In stark contrast to Epping Forest District, we are aware that elected representatives in Surrey, Sussex and Kent have fought hard to protect their local Green Belt land, along with newer, independent councillors (pledging to protect the Green Belt). The Member of Parliament for Sevenoaks, in Kent, Laura Trott MP (Conservative) has been particularly active in this respect.
TBAG wonder if development of our Green Belt is really all about money. Grants to Local Authorities, like EFDC, from Central Government have been dramatically reduced, often by more than 50%, and so it follows that Local Authorities who allow more development will get more money coming in from the Council Tax. Land owners who have their Green Belt, possibly agricultural, land developed for housing, will make a financial killing, and large development companies will acquire their preferred ‘shovel ready’ sites in their quest for profit margins in excess of 20%. Developers do not want the difficulties of building on previously developed, brown field land, which is often urban and potentially contaminated. During the parliamentary debate in the House, on the ill-fated Government’s White Paper on “Planning for the Future“, which had many dissenting Conservative MPs, Apsana Begum, MP for Poplar and Limehouse (Labour) stated that the Government’s party-political funds had received £11m from property developers, and referred to the White Paper as a “Developers’ Charter”.

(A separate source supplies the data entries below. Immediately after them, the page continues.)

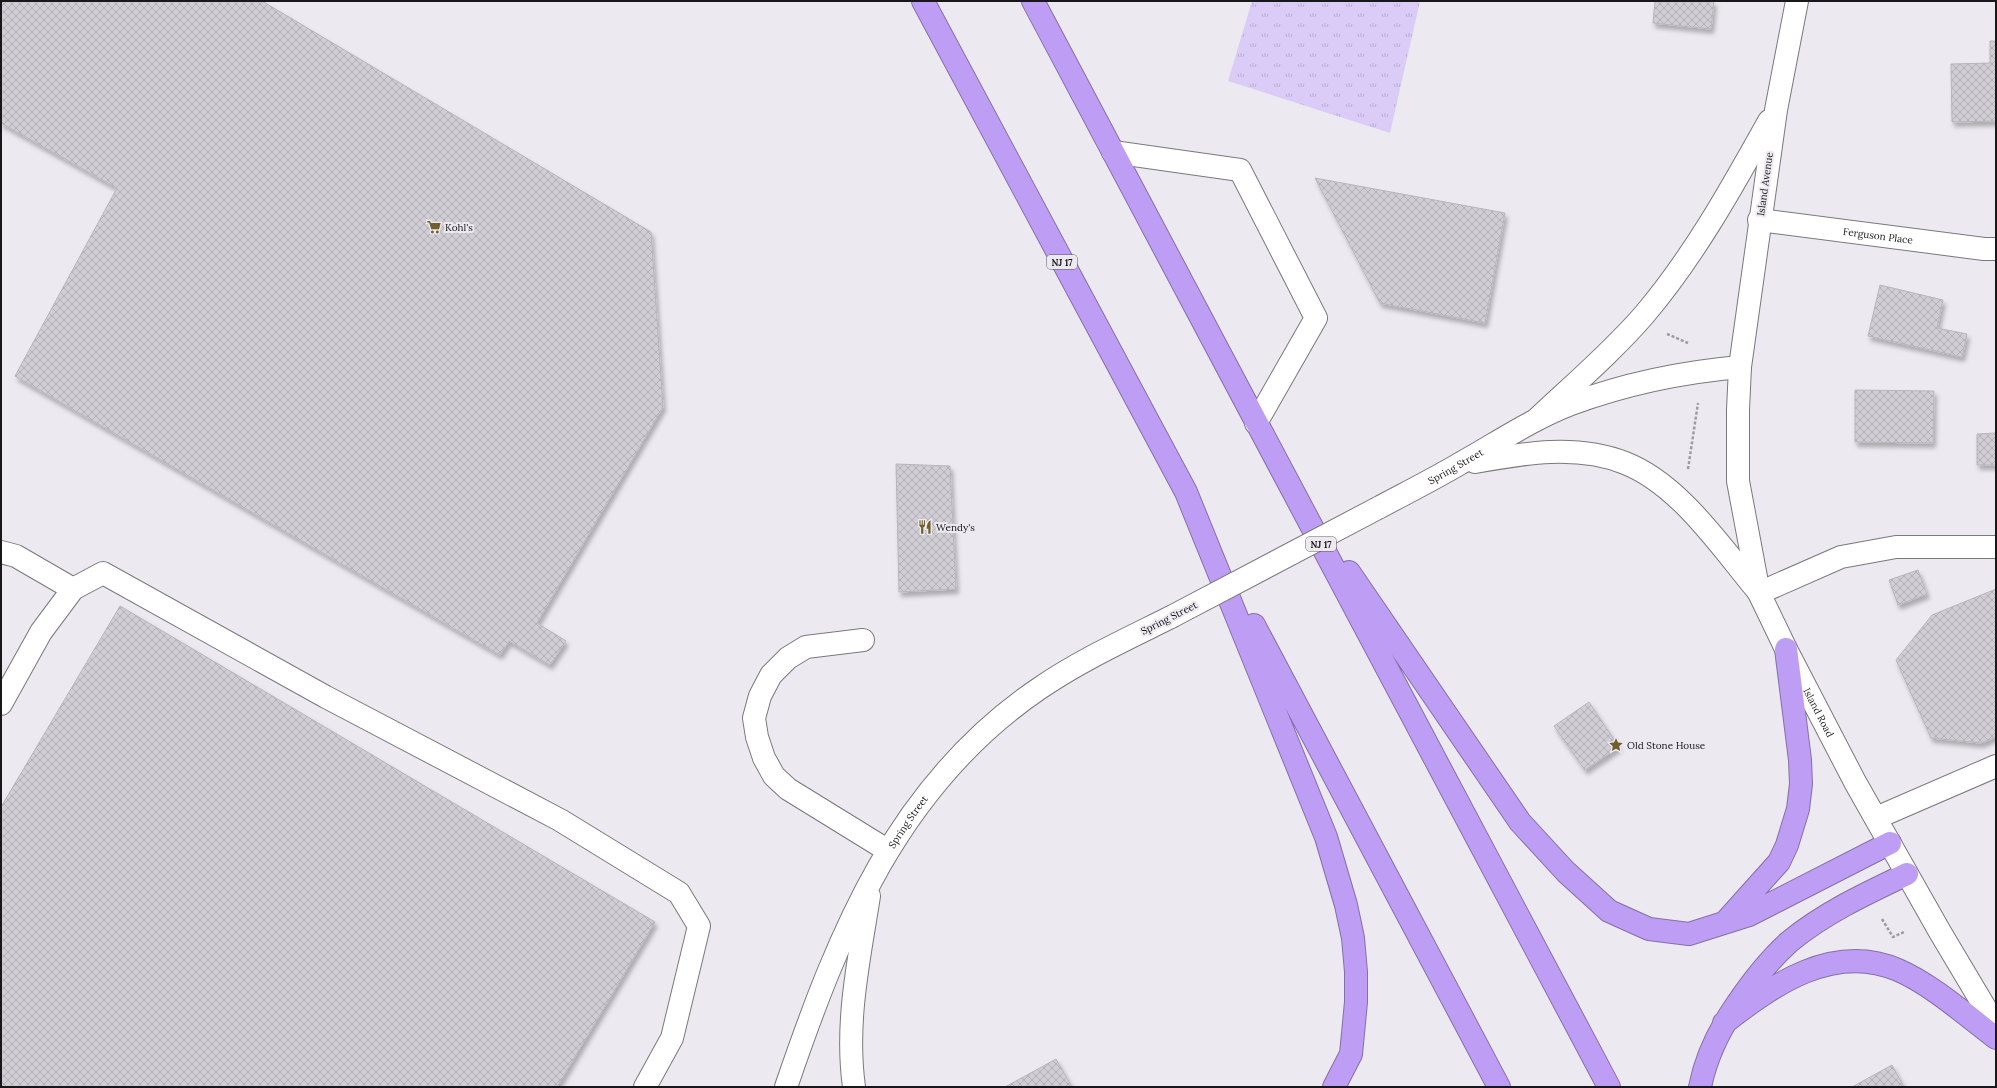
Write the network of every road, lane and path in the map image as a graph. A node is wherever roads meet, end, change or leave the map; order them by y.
1 (923, 1) edge
2 (1032, 1) edge
3 (1797, 1) edge
4 (1776, 110) junction
5 (1113, 152) junction
6 (1759, 220) junction
7 (1996, 249) edge
8 (1662, 332) dead end
9 (1689, 343) dead end
10 (1740, 367) junction
11 (1698, 402) dead end
12 (1537, 419) junction
13 (1256, 423) junction
14 (1460, 464) junction
15 (1688, 471) dead end
16 (1286, 478) junction
17 (1200, 523) junction
18 (1996, 546) edge
19 (1, 552) edge
20 (73, 589) junction
21 (1759, 593) junction
22 (863, 640) dead end
23 (1786, 649) junction
24 (1, 704) edge
25 (1996, 766) edge
26 (1876, 818) junction
27 (1890, 843) junction
28 (887, 850) junction
29 (1907, 874) junction
30 (872, 876) junction
31 (1879, 914) dead end
32 (1722, 925) junction
33 (1904, 932) dead end
34 (1724, 1023) junction
35 (1996, 1026) edge
36 (1996, 1038) edge
37 (799, 1049) junction
38 (1351, 1054) junction
39 (645, 1087) edge
40 (780, 1087) edge
41 (786, 1087) edge
42 (854, 1087) edge
43 (1334, 1087) edge
44 (1351, 1087) edge
45 (1499, 1087) edge
46 (1609, 1087) edge
47 (1700, 1087) edge

1 - 17 highway, NJ 17
2 - 5 highway, NJ 17
3 - 4 street, Island Avenue
4 - 6 street, Island Avenue
4 - 12 street
5 - 13 highway, NJ 17
5 - 13 street
6 - 7 street, Ferguson Place
6 - 10 street, Island Avenue
8 - 9 path
10 - 12 street, Spring Street
10 - 21 street, Island Road
11 - 15 path
12 - 14 street, Spring Street
13 - 16 highway, NJ 17
14 - 21 street
14 - 28 street, Spring Street, bridge
16 - 32 highway
16 - 46 highway, NJ 17
17 - 38 highway
17 - 45 highway, NJ 17
18 - 21 street
19 - 20 street
20 - 24 street
20 - 39 street
21 - 23 street, Island Road
22 - 28 street
23 - 26 street, Island Road
23 - 32 highway
25 - 26 street
26 - 27 street, Island Road
27 - 29 street, Island Road
27 - 32 highway
28 - 30 street, Spring Street
29 - 34 highway
29 - 35 street, Island Road
30 - 37 street, Spring Street
30 - 42 street
31 - 33 path
34 - 36 highway
34 - 47 highway
37 - 40 street
37 - 41 street, Spring Street
38 - 43 highway
38 - 44 highway

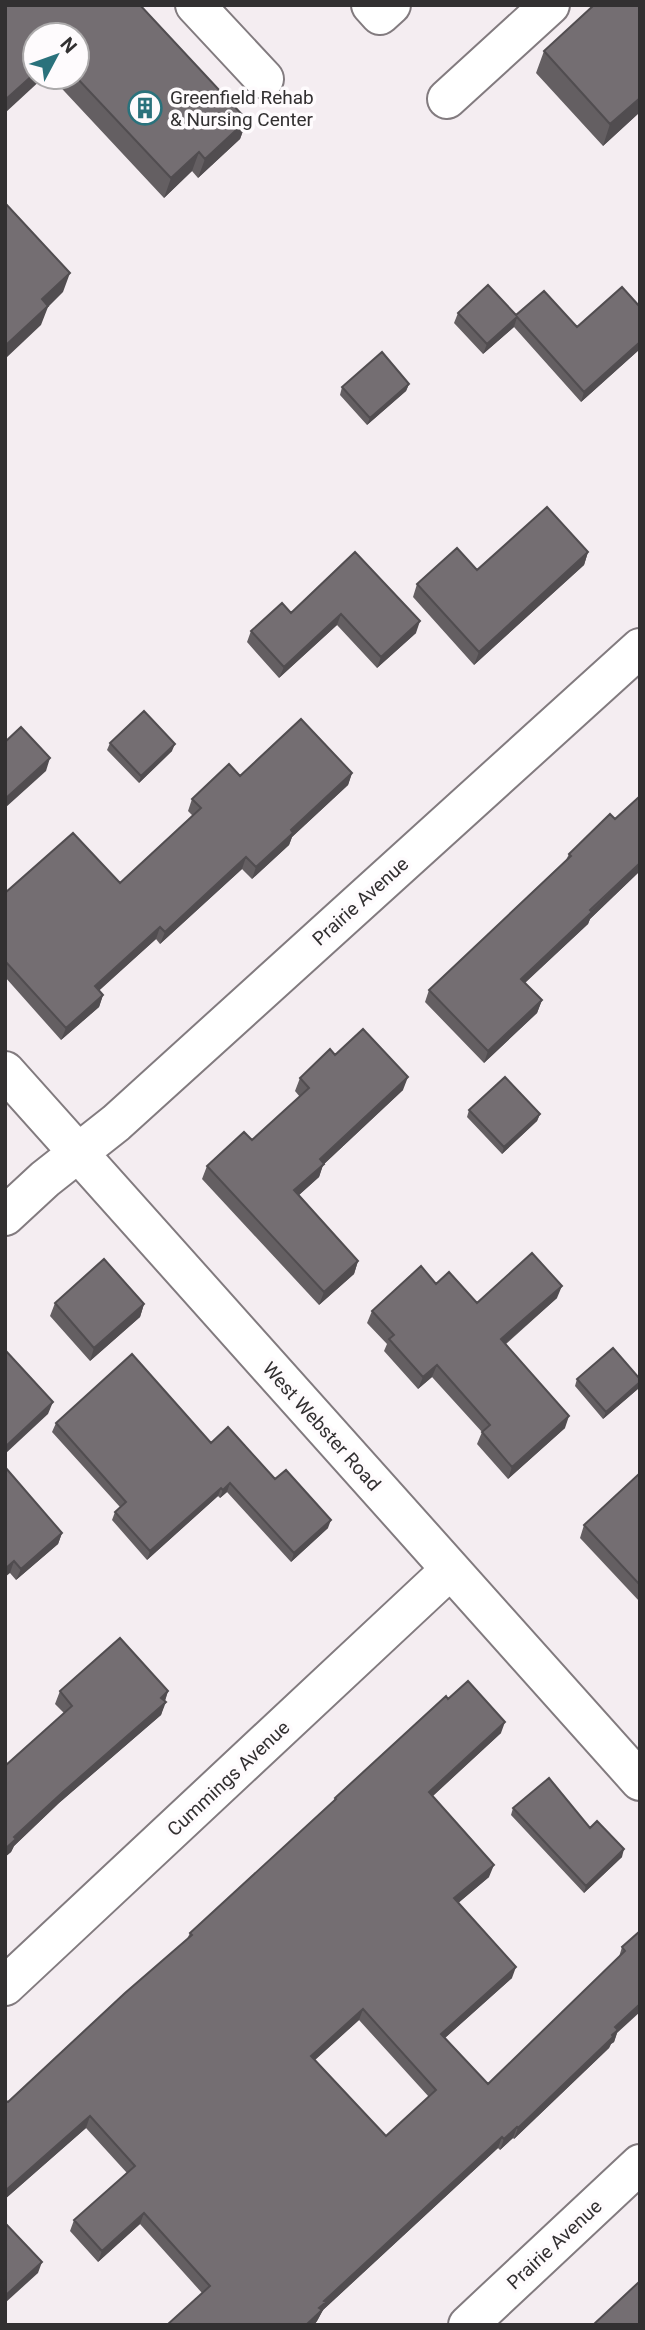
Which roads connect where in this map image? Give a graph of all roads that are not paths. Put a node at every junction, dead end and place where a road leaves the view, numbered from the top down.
1 (195, 5) edge
2 (371, 5) edge
3 (391, 5) edge
4 (550, 5) edge
5 (264, 79) dead end
6 (447, 99) dead end
7 (640, 648) edge
8 (5, 1071) edge
9 (79, 1153) junction
10 (5, 1216) edge
11 (450, 1570) junction
12 (640, 1781) edge
13 (5, 1986) edge
14 (640, 2164) edge
15 (468, 2325) edge

1 - 5 street
2 - 3 street
4 - 6 street
7 - 9 street, Prairie Avenue
8 - 9 street, West Webster Road
9 - 10 street, Prairie Avenue
9 - 11 street, West Webster Road
11 - 12 street, West Webster Road
11 - 13 street, Cummings Avenue
14 - 15 street, Prairie Avenue

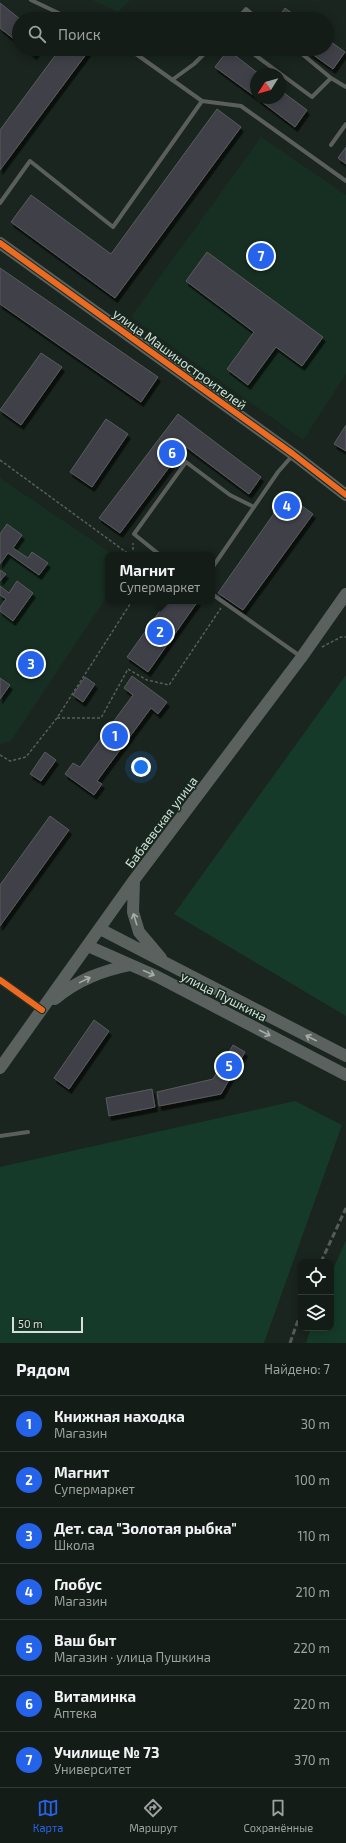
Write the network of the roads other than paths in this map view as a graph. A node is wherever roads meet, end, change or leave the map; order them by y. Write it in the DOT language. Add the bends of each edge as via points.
graph roads {
  1 [pos="31,0"];
  2 [pos="56,12"];
  3 [pos="139,56"];
  4 [pos="202,56"];
  5 [pos="256,56"];
  6 [pos="304,56"];
  7 [pos="331,78"];
  8 [pos="172,80"];
  9 [pos="346,87"];
  10 [pos="202,101"];
  11 [pos="346,124"];
  12 [pos="331,145"];
  13 [pos="346,182"];
  14 [pos="0,203"];
  15 [pos="0,243"];
  16 [pos="293,454"];
  17 [pos="346,495"];
  18 [pos="254,507"];
  19 [pos="156,552"];
  20 [pos="215,564"];
  21 [pos="346,594"];
  22 [pos="215,596"];
  23 [pos="302,658"];
  24 [pos="134,880"];
  25 [pos="100,929"];
  26 [pos="88,946"];
  27 [pos="165,962"];
  28 [pos="130,965"];
  29 [pos="0,980"];
  30 [pos="42,1010"];
  31 [pos="346,1056"];
  32 [pos="0,1068"];
  33 [pos="346,1074"];
  34 [pos="28,1132"];
  35 [pos="0,1136"];
  1 -- 2 [label="lane"];
  3 -- 8 [label="lane"];
  4 -- 8 [label="lane"];
  5 -- 7 [label="lane" via="312,97"];
  6 -- 7 [label="lane"];
  7 -- 9 [label="lane"];
  8 -- 10 [label="lane"];
  10 -- 13 [label="lane" via="241,106"];
  10 -- 14 [label="lane" via="113,227 30,161"];
  11 -- 12 [label="lane"];
  15 -- 16 [label="main road, улица Машиностроителей"];
  16 -- 17 [label="main road, улица Машиностроителей"];
  16 -- 18 [label="lane"];
  18 -- 19 [label="lane" via="230,495 186,462 134,534"];
  18 -- 20 [label="lane"];
  21 -- 23 [label="main road, Бабаевская улица"];
  22 -- 23 [label="lane"];
  23 -- 24 [label="main road, Бабаевская улица"];
  24 -- 25 [label="main road, Бабаевская улица"];
  27 -- 24 [label="main road, one-way" via="139,932 133,912"];
  25 -- 26 [label="main road, Бабаевская улица"];
  25 -- 27 [label="main road, улица Пушкина"];
  26 -- 28 [label="main road, улица Пушкина"];
  26 -- 30 [label="main road, Бабаевская улица"];
  31 -- 27 [label="main road, улица Пушкина, one-way"];
  30 -- 28 [label="main road, one-way" via="64,991 83,980 106,970"];
  28 -- 33 [label="main road, улица Пушкина, one-way"];
  29 -- 30 [label="street"];
  30 -- 32 [label="main road, Бабаевская улица"];
  34 -- 35 [label="lane"];
}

THYB.R1, VIRGIN GREEN BELT LAND AT THE END OF FOREST DRIVE EPF/0292/21: Thank you to all those who wrote to TBAG expressing their objection to this planning application. Many residents attended the Parish Planning meeting on 18 March 2021 to make their own views known and the Parish Council made a strong objection to the application. TBAG also submitted a robust letter of strong objection to EFDC and included all the concerns that supporters had expressed. Since the Parish Council objected to the application, it will now likely be pushed up to District Planning Committee for consideration, that is, unless the Planning Officer refuses it first. Another way to make your feelings known about this application is to lobby our Ward Councillors John Philip and Sue Jones at cllr.jphilip@eppingforestdc.gov.uk and cllr.sjones@eppingforestdc.gov.uk respectively and encourage others to do the same. TBAG feel these two Councillors have had and will have the greatest influence on the District Committee concerning this development site and, as our elected representatives, it would be appropriate for them to robustly reflect the views of the residents they represent within their ward. Statutory consultation expires on 5 May, so we should know more after that.
FORMER OLD FORESTERS: The operator of the food bank containers, Pesh Kapasiawala, remains in breach of planning law by not removing the two containers from this green belt site. The EFDC Enforcement Notice that was served is now put on hold because the operator has lodged an appeal with the Planning Inspectorate. We await the outcome of this appeal.